El filme también retrata la tensión entre las periodistas y algunas fuentes ucranianas, que tras el estallido de la guerra llegaron a reprochar y presionar a reporteras rusas en plataformas digitales, un conflicto que genera escenas emocionalmente intensas.

Más allá de Rusia

Desde su estreno, muchas lecturas del documental han extrapolado sus observaciones a procesos políticos más amplios: la obra muestra cómo la erosión de contrapesos institucionales permite la concentración de poder y la silenciación de voces críticas, un riesgo que no es exclusivo de Rusia.

En contextos distintos, la reducción de financiamiento a la educación, la cultura y la investigación, el desprestigio de la prensa y la descalificación de opositores han dejado de ser sorpresas.
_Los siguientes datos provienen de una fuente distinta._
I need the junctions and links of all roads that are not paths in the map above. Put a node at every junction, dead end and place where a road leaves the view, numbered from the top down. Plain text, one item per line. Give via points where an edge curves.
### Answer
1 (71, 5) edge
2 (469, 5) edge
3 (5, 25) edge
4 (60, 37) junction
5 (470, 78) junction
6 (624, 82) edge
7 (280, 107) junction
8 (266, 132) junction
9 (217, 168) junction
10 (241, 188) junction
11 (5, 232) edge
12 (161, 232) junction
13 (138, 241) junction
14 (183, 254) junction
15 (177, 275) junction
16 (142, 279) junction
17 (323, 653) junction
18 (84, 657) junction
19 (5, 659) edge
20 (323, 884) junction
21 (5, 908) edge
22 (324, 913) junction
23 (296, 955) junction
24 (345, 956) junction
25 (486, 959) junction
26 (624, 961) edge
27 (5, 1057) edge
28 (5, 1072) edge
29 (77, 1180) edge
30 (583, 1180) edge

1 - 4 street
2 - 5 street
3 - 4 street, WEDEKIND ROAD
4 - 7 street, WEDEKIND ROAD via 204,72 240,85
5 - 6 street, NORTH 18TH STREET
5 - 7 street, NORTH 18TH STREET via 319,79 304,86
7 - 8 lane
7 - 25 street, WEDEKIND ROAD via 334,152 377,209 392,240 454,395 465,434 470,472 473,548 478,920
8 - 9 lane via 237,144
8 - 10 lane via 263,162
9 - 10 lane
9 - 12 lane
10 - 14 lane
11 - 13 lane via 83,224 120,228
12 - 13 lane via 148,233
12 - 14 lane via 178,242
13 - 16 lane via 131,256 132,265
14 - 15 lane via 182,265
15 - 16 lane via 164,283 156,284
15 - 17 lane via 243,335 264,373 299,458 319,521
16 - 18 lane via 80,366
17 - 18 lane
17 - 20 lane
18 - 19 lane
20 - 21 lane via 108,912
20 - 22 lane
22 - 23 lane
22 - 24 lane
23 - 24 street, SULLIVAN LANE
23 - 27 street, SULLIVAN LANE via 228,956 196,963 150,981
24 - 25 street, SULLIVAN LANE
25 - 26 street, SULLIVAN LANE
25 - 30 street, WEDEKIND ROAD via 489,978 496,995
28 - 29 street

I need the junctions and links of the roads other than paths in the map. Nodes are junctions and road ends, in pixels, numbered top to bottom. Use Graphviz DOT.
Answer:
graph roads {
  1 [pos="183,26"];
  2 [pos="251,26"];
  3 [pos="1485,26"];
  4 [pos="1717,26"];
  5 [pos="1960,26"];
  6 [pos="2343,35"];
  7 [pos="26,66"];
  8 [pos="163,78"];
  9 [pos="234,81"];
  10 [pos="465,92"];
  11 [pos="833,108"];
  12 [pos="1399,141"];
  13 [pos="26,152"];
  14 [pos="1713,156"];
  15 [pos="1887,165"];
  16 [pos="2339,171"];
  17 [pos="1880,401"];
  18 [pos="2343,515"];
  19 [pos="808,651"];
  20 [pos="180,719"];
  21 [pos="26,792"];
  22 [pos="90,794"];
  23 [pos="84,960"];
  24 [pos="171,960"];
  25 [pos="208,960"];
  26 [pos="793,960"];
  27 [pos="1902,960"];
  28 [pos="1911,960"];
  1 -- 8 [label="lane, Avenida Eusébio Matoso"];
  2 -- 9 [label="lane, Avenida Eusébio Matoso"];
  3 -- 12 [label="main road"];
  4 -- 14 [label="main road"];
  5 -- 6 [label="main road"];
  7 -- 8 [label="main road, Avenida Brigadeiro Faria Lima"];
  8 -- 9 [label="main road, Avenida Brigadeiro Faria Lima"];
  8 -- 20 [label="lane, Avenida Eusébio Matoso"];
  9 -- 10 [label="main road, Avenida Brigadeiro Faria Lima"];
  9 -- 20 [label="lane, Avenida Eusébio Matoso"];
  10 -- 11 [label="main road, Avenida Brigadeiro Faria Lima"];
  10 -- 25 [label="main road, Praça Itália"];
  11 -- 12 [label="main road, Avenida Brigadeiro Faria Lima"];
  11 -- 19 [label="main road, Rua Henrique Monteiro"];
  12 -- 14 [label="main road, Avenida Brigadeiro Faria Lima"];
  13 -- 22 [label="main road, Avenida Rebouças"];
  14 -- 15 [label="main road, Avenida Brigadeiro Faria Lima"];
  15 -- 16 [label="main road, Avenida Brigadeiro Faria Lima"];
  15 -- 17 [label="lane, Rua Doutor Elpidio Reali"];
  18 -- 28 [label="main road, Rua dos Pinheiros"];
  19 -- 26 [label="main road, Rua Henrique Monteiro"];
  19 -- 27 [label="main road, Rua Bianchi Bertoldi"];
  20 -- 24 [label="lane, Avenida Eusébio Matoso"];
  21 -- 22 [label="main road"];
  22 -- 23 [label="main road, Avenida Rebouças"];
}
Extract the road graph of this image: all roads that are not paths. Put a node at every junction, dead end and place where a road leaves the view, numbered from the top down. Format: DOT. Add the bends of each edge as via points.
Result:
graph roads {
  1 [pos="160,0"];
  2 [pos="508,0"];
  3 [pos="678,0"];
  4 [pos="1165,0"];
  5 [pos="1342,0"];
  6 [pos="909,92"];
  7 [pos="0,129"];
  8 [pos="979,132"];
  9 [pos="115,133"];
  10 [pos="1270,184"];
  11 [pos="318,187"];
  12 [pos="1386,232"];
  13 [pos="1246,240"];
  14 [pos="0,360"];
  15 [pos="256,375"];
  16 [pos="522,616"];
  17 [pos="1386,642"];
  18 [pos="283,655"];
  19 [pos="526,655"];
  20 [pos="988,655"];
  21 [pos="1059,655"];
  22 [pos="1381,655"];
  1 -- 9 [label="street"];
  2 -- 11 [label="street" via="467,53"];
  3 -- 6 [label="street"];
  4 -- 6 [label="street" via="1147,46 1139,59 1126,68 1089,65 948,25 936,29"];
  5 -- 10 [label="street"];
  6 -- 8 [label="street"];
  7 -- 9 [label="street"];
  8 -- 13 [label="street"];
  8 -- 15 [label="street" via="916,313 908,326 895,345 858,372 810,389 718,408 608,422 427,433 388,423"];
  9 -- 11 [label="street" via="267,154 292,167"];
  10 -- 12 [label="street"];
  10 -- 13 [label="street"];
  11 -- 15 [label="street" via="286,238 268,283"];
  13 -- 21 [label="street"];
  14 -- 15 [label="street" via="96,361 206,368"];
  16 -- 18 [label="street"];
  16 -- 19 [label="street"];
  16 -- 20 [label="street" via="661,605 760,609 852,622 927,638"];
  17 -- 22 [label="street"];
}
En 2026 se han documentado episodios graves de represión y operaciones que vulneran derechos humanos en otros países, lo que invita a comparar tendencias autoritarias y prácticas represivas.

Observadores señalan que el estilo de liderazgo de Vladimir Putin, su ambición autoritaria y su retórica confrontacional han servido de ejemplo para otros líderes contemporáneos que cuestionan la democracia liberal y tienden a usar el Estado como herramienta de control personal.

Por eso, además de su valor documental y estético, Mis amigos indeseables se percibe como una advertencia sobre cómo un sistema político puede deslizarse hacia formas más autoritarias incluso cuando existen actores que intentan resistir mediante investigación y denuncia.

El filme muestra a periodistas que creyeron que la perseverancia profesional, el trabajo y el coraje podían preservar espacios de libertad que, sin embargo, se vieron rápidamente reducidos. Muchas de esas personas hoy se encuentran en el exilio, ocultas o en prisión.